EXERCISE DIRECTIONS: The response must restate the data exactly, with nothing left out.

RECORD SET:
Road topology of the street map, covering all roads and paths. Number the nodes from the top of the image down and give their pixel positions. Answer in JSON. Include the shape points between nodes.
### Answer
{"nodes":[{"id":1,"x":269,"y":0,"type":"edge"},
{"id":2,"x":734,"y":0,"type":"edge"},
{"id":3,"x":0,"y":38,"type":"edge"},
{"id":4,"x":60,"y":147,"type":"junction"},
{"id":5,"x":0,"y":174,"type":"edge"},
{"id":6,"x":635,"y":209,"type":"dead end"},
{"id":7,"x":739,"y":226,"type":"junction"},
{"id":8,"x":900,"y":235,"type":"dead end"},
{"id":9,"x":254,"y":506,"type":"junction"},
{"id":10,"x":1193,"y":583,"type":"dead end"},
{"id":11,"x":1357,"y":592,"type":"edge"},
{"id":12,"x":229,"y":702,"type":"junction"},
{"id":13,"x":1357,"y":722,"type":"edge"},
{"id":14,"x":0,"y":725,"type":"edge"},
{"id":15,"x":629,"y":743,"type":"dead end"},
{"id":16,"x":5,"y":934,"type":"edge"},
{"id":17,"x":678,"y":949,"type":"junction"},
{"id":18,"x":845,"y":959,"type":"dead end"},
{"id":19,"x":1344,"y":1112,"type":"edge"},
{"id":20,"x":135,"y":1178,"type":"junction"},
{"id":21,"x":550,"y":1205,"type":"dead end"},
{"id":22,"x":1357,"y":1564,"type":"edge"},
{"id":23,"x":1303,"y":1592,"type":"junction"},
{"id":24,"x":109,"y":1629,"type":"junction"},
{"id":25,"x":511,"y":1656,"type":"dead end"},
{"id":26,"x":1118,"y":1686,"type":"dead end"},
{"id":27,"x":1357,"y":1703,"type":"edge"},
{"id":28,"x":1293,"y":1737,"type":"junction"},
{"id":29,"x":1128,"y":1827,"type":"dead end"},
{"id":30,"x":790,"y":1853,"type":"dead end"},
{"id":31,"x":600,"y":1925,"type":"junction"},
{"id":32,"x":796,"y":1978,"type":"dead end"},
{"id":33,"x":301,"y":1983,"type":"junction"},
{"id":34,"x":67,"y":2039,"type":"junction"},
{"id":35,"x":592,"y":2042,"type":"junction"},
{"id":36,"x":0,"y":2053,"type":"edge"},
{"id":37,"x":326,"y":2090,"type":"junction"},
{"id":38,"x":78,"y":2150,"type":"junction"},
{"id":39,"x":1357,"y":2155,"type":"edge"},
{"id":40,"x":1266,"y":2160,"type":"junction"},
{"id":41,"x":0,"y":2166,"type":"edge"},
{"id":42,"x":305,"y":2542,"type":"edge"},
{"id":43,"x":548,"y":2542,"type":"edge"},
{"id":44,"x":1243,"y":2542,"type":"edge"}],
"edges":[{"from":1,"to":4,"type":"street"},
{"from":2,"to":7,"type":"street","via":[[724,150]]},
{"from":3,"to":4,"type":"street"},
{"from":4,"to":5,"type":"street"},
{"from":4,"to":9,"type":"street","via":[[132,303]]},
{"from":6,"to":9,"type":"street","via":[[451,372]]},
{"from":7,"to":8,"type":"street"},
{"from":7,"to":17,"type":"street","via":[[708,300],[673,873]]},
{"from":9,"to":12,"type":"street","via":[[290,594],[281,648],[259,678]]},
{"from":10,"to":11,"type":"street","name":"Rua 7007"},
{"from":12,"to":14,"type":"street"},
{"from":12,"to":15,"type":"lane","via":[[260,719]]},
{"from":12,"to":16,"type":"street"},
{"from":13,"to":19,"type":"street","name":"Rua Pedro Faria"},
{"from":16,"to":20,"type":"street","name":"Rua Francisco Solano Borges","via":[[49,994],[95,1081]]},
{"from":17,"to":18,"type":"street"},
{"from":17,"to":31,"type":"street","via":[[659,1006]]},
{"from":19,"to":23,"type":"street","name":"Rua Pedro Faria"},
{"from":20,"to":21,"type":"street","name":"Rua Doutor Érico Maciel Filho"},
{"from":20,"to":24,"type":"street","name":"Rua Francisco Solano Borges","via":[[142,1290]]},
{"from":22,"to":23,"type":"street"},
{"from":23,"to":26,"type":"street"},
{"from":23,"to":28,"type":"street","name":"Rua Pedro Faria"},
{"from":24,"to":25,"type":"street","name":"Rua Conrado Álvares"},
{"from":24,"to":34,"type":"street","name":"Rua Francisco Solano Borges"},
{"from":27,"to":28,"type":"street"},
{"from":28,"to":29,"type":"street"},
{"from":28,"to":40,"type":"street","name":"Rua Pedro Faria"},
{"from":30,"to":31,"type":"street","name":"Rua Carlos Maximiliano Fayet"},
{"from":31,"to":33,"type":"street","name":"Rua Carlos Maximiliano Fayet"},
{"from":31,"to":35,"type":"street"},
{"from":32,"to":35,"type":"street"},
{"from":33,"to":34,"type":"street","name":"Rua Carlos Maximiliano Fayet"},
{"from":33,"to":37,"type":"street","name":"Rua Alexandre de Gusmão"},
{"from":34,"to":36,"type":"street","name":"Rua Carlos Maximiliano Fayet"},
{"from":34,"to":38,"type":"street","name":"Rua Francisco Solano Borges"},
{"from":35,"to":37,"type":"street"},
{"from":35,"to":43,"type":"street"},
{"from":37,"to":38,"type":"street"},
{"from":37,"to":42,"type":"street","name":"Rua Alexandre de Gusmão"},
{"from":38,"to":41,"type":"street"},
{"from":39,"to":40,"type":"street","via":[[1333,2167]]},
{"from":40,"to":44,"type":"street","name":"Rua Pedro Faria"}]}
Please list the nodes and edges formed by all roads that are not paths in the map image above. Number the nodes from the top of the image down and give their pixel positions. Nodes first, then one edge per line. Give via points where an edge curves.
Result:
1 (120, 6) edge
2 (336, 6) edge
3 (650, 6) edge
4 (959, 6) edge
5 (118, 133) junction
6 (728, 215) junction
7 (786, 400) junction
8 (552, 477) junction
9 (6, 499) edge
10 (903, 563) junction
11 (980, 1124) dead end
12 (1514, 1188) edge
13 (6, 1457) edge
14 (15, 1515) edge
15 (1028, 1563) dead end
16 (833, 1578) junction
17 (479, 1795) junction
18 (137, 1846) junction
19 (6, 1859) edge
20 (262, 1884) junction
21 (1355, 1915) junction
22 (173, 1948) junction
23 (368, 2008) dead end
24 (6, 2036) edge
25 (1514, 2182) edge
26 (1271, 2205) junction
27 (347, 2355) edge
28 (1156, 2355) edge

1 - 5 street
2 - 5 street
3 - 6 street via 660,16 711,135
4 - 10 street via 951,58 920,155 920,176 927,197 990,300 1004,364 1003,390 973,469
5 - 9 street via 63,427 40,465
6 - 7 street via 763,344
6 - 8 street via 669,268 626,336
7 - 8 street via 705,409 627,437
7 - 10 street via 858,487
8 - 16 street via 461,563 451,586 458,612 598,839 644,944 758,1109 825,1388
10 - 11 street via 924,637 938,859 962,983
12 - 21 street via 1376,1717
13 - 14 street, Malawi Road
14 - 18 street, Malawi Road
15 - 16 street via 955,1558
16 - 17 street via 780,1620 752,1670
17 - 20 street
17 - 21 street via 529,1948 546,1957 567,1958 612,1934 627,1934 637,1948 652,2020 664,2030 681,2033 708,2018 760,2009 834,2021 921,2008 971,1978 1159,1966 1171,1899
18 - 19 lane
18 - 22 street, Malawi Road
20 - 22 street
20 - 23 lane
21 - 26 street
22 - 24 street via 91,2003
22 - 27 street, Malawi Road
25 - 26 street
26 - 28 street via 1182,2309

TASK ANSWER:
Road topology of the street map, covering all roads and paths. Number the nodes from the top of the image down and give their pixel positions. Answer in JSON. Include the shape points between nodes.
### Answer
{"nodes":[{"id":1,"x":269,"y":0,"type":"edge"},
{"id":2,"x":734,"y":0,"type":"edge"},
{"id":3,"x":0,"y":38,"type":"edge"},
{"id":4,"x":60,"y":147,"type":"junction"},
{"id":5,"x":0,"y":174,"type":"edge"},
{"id":6,"x":635,"y":209,"type":"dead end"},
{"id":7,"x":739,"y":226,"type":"junction"},
{"id":8,"x":900,"y":235,"type":"dead end"},
{"id":9,"x":254,"y":506,"type":"junction"},
{"id":10,"x":1193,"y":583,"type":"dead end"},
{"id":11,"x":1357,"y":592,"type":"edge"},
{"id":12,"x":229,"y":702,"type":"junction"},
{"id":13,"x":1357,"y":722,"type":"edge"},
{"id":14,"x":0,"y":725,"type":"edge"},
{"id":15,"x":629,"y":743,"type":"dead end"},
{"id":16,"x":5,"y":934,"type":"edge"},
{"id":17,"x":678,"y":949,"type":"junction"},
{"id":18,"x":845,"y":959,"type":"dead end"},
{"id":19,"x":1344,"y":1112,"type":"edge"},
{"id":20,"x":135,"y":1178,"type":"junction"},
{"id":21,"x":550,"y":1205,"type":"dead end"},
{"id":22,"x":1357,"y":1564,"type":"edge"},
{"id":23,"x":1303,"y":1592,"type":"junction"},
{"id":24,"x":109,"y":1629,"type":"junction"},
{"id":25,"x":511,"y":1656,"type":"dead end"},
{"id":26,"x":1118,"y":1686,"type":"dead end"},
{"id":27,"x":1357,"y":1703,"type":"edge"},
{"id":28,"x":1293,"y":1737,"type":"junction"},
{"id":29,"x":1128,"y":1827,"type":"dead end"},
{"id":30,"x":790,"y":1853,"type":"dead end"},
{"id":31,"x":600,"y":1925,"type":"junction"},
{"id":32,"x":796,"y":1978,"type":"dead end"},
{"id":33,"x":301,"y":1983,"type":"junction"},
{"id":34,"x":67,"y":2039,"type":"junction"},
{"id":35,"x":592,"y":2042,"type":"junction"},
{"id":36,"x":0,"y":2053,"type":"edge"},
{"id":37,"x":326,"y":2090,"type":"junction"},
{"id":38,"x":78,"y":2150,"type":"junction"},
{"id":39,"x":1357,"y":2155,"type":"edge"},
{"id":40,"x":1266,"y":2160,"type":"junction"},
{"id":41,"x":0,"y":2166,"type":"edge"},
{"id":42,"x":305,"y":2542,"type":"edge"},
{"id":43,"x":548,"y":2542,"type":"edge"},
{"id":44,"x":1243,"y":2542,"type":"edge"}],
"edges":[{"from":1,"to":4,"type":"street"},
{"from":2,"to":7,"type":"street","via":[[724,150]]},
{"from":3,"to":4,"type":"street"},
{"from":4,"to":5,"type":"street"},
{"from":4,"to":9,"type":"street","via":[[132,303]]},
{"from":6,"to":9,"type":"street","via":[[451,372]]},
{"from":7,"to":8,"type":"street"},
{"from":7,"to":17,"type":"street","via":[[708,300],[673,873]]},
{"from":9,"to":12,"type":"street","via":[[290,594],[281,648],[259,678]]},
{"from":10,"to":11,"type":"street","name":"Rua 7007"},
{"from":12,"to":14,"type":"street"},
{"from":12,"to":15,"type":"lane","via":[[260,719]]},
{"from":12,"to":16,"type":"street"},
{"from":13,"to":19,"type":"street","name":"Rua Pedro Faria"},
{"from":16,"to":20,"type":"street","name":"Rua Francisco Solano Borges","via":[[49,994],[95,1081]]},
{"from":17,"to":18,"type":"street"},
{"from":17,"to":31,"type":"street","via":[[659,1006]]},
{"from":19,"to":23,"type":"street","name":"Rua Pedro Faria"},
{"from":20,"to":21,"type":"street","name":"Rua Doutor Érico Maciel Filho"},
{"from":20,"to":24,"type":"street","name":"Rua Francisco Solano Borges","via":[[142,1290]]},
{"from":22,"to":23,"type":"street"},
{"from":23,"to":26,"type":"street"},
{"from":23,"to":28,"type":"street","name":"Rua Pedro Faria"},
{"from":24,"to":25,"type":"street","name":"Rua Conrado Álvares"},
{"from":24,"to":34,"type":"street","name":"Rua Francisco Solano Borges"},
{"from":27,"to":28,"type":"street"},
{"from":28,"to":29,"type":"street"},
{"from":28,"to":40,"type":"street","name":"Rua Pedro Faria"},
{"from":30,"to":31,"type":"street","name":"Rua Carlos Maximiliano Fayet"},
{"from":31,"to":33,"type":"street","name":"Rua Carlos Maximiliano Fayet"},
{"from":31,"to":35,"type":"street"},
{"from":32,"to":35,"type":"street"},
{"from":33,"to":34,"type":"street","name":"Rua Carlos Maximiliano Fayet"},
{"from":33,"to":37,"type":"street","name":"Rua Alexandre de Gusmão"},
{"from":34,"to":36,"type":"street","name":"Rua Carlos Maximiliano Fayet"},
{"from":34,"to":38,"type":"street","name":"Rua Francisco Solano Borges"},
{"from":35,"to":37,"type":"street"},
{"from":35,"to":43,"type":"street"},
{"from":37,"to":38,"type":"street"},
{"from":37,"to":42,"type":"street","name":"Rua Alexandre de Gusmão"},
{"from":38,"to":41,"type":"street"},
{"from":39,"to":40,"type":"street","via":[[1333,2167]]},
{"from":40,"to":44,"type":"street","name":"Rua Pedro Faria"}]}
Please list the nodes and edges formed by all roads that are not paths in the map image above. Number the nodes from the top of the image down and give their pixel positions. Nodes first, then one edge per line. Give via points where an edge curves.
Result:
1 (120, 6) edge
2 (336, 6) edge
3 (650, 6) edge
4 (959, 6) edge
5 (118, 133) junction
6 (728, 215) junction
7 (786, 400) junction
8 (552, 477) junction
9 (6, 499) edge
10 (903, 563) junction
11 (980, 1124) dead end
12 (1514, 1188) edge
13 (6, 1457) edge
14 (15, 1515) edge
15 (1028, 1563) dead end
16 (833, 1578) junction
17 (479, 1795) junction
18 (137, 1846) junction
19 (6, 1859) edge
20 (262, 1884) junction
21 (1355, 1915) junction
22 (173, 1948) junction
23 (368, 2008) dead end
24 (6, 2036) edge
25 (1514, 2182) edge
26 (1271, 2205) junction
27 (347, 2355) edge
28 (1156, 2355) edge

1 - 5 street
2 - 5 street
3 - 6 street via 660,16 711,135
4 - 10 street via 951,58 920,155 920,176 927,197 990,300 1004,364 1003,390 973,469
5 - 9 street via 63,427 40,465
6 - 7 street via 763,344
6 - 8 street via 669,268 626,336
7 - 8 street via 705,409 627,437
7 - 10 street via 858,487
8 - 16 street via 461,563 451,586 458,612 598,839 644,944 758,1109 825,1388
10 - 11 street via 924,637 938,859 962,983
12 - 21 street via 1376,1717
13 - 14 street, Malawi Road
14 - 18 street, Malawi Road
15 - 16 street via 955,1558
16 - 17 street via 780,1620 752,1670
17 - 20 street
17 - 21 street via 529,1948 546,1957 567,1958 612,1934 627,1934 637,1948 652,2020 664,2030 681,2033 708,2018 760,2009 834,2021 921,2008 971,1978 1159,1966 1171,1899
18 - 19 lane
18 - 22 street, Malawi Road
20 - 22 street
20 - 23 lane
21 - 26 street
22 - 24 street via 91,2003
22 - 27 street, Malawi Road
25 - 26 street
26 - 28 street via 1182,2309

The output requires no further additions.